On a humid afternoon in July, Mohammad Shahid can barely be heard over the noise in the bylanes of Jaffrabad as life continues undimmed. Occasionally Shahid turns his face to the wall. He is telling me about the 17 months that he spent in a Delhi jail before he was eventually charged with participating in the riots in the northeast of the city in February 2020, while then U.S. President Donald Trump was on a two-day visit to India.
So incensed were the Delhi Police by this coincidence that it noted in the chargesheet that there “could not have been a greater international embarrassment for the Government of India than to have communal riots raging in the national capital while a visit by the U.S. President was underway.” The riots began because supporters of the government’s arguably Islamophobic Citizenship Amendment Act (CAA) — which essentially enables a path to Indian citizenship for illegal immigrants from Pakistan, Bangladesh and Afghanistan, as long as they are not Muslim — attacked protestors.
Many observers alleged that the police aided and abetted the Hindutva mob. Fifty-three people, mostly Muslim, were killed in the violence and many hundreds were injured and displaced. Weeks after the riots, bodies were still being found in open drains.
Shahid has been home for about a year now, waiting for his trial to begin. He is one of 2,456 people who have been arrested, though nearly half have yet to be charged with any crime.
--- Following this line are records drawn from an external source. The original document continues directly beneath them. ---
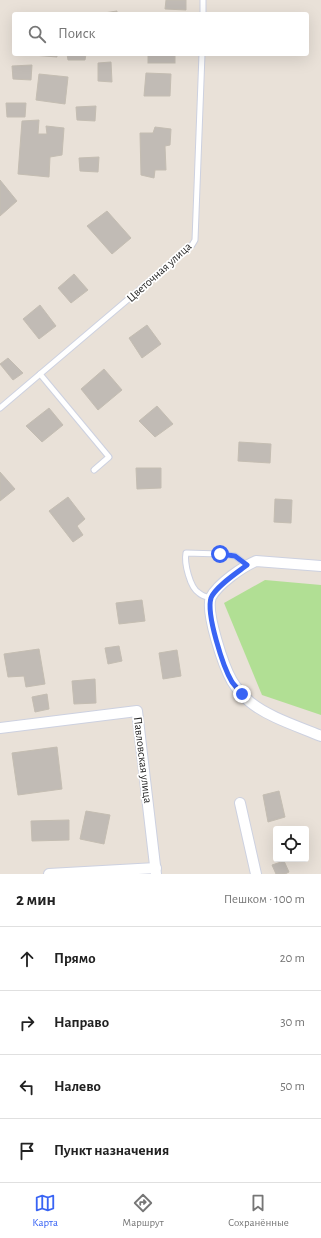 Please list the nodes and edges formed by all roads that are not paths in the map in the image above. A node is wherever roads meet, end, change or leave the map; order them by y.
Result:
1 (204, 0) edge
2 (203, 12) edge
3 (202, 56) edge
4 (40, 374) junction
5 (0, 408) edge
6 (94, 470) dead end
7 (247, 565) junction
8 (321, 566) edge
9 (211, 598) junction
10 (0, 728) edge
11 (321, 736) edge
12 (240, 802) dead end
13 (156, 871) edge
14 (49, 874) edge
15 (256, 874) edge

1 - 2 lane
3 - 4 lane, Цветочная улица
4 - 5 lane, Цветочная улица
4 - 6 lane
7 - 8 street
7 - 9 street
7 - 9 lane
9 - 11 street
10 - 13 street, Павловская улица
12 - 15 street
13 - 14 street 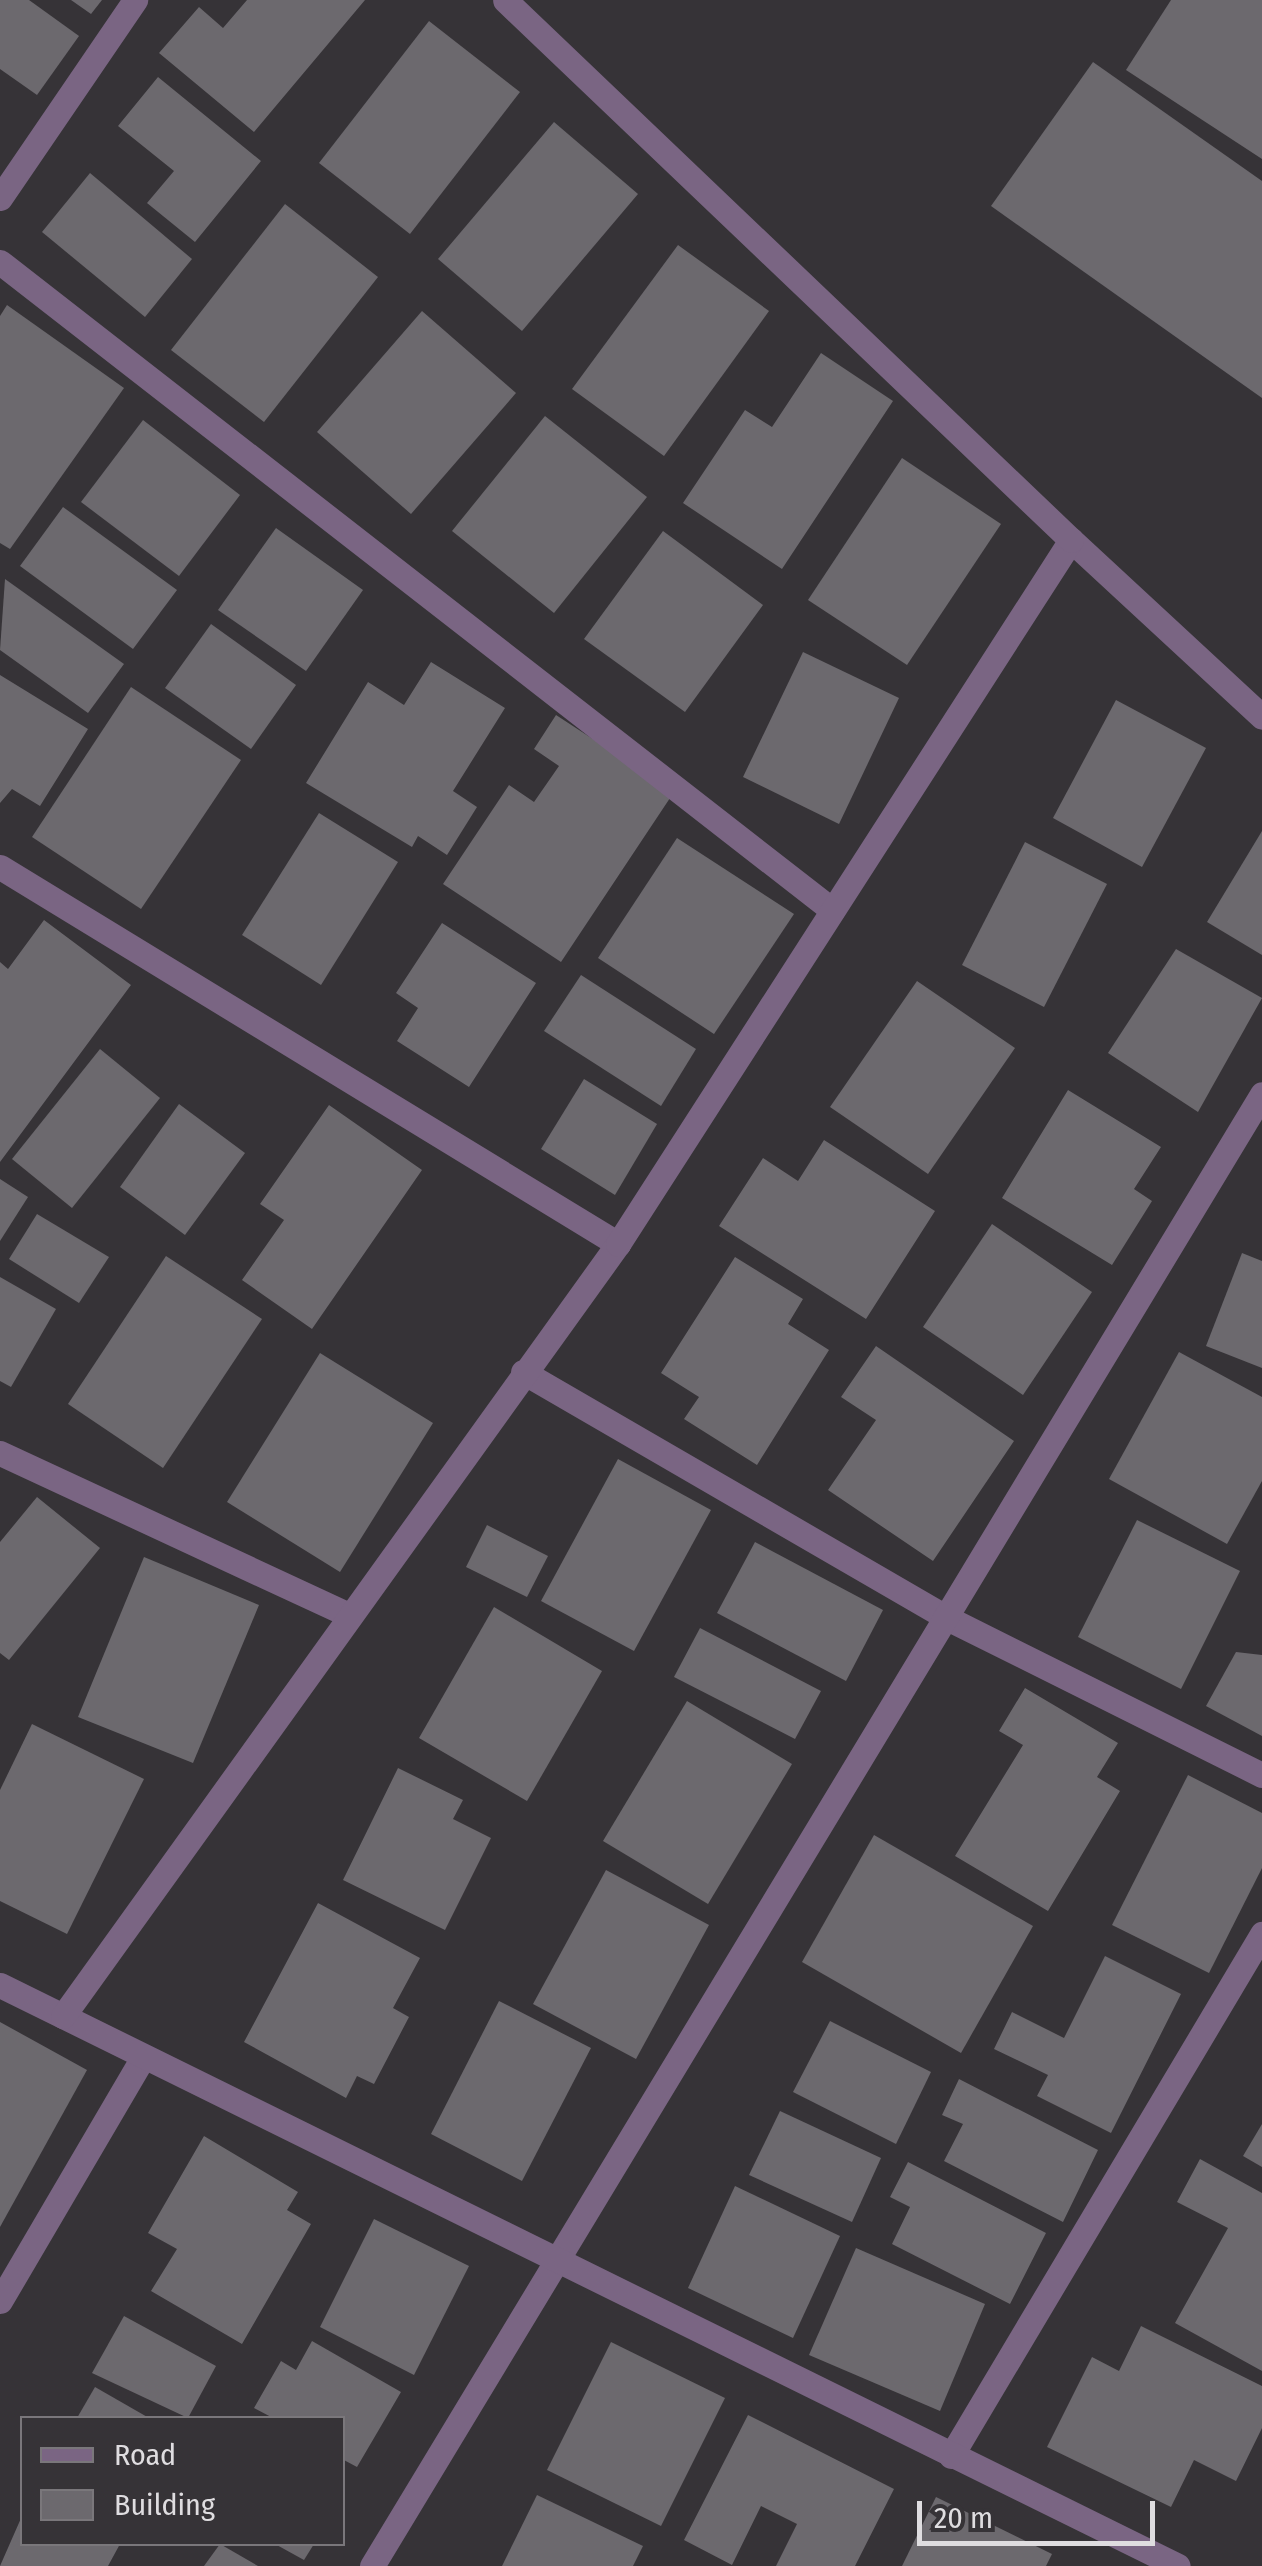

Sitting on a mattress in his apartment (one room and a tiny kitchen), Shahid describes his time in prison as a “blur of pain and panic.” He was eventually given bail after he suffered a stroke that left him partially paralyzed. Shahid was also wounded in the riots, shot in the shoulder, a wound that festered and rotted in jail.
His health has improved since he’s been home but he’s still weak and traumatized. While he talks to me, his eyes sometimes filling with tears, his children play games on their phones. T The electronic bleeps from the phones, the lazy whir of the ceiling fan, and the voices in the street provide a surreal counterpoint as Shahid tells old his story.
“Sochne samajhne ki taakat bilkul khatam ho gayi hai,” he says. He no longer has the will or strength to make sense of what happened to him.
Over two years after the riots, the Delhi police continue to make arrests. Just last week, police arrested a man they claim played a role in the death of a police constable during the riots. Two policemen were killed and around 50 injured. A police spokesperson told reporters that many arrests are being made through facial recognition technology used on images from over 100 closed circuit cameras in the area.
The Delhi police continues to conflate the protests against the Citizenship Amendment Act with “radical” Islamist groups and ideologies. Last month, the government of India banned a Muslim group called the Popular Front of India. Delhi police argued that the national ban vindicated its claims that the PFI had funded the anti-Citizenship Act protests as part of a conspiracy to foment communal violence. But the allegations remain unfounded and appear to portray Muslims en masse as having an agenda.
“This is about injustice,” says Shaziya, Mohammad Shahid’s wife. “We’ve been troubled ever since the day he was shot. I haven’t spent a day in peace in the last two years.” Shahid faces charges under 16 sections of the Indian Penal Code, including rioting and murder. And, his lawyers say, the police have little to go on except the surveillance technology it has used to identify people like Shahid. “Extensive use of technology in identification and arrest was the hallmark of investigation” into the riots, the Delhi Police wrote in its 2020 annual report.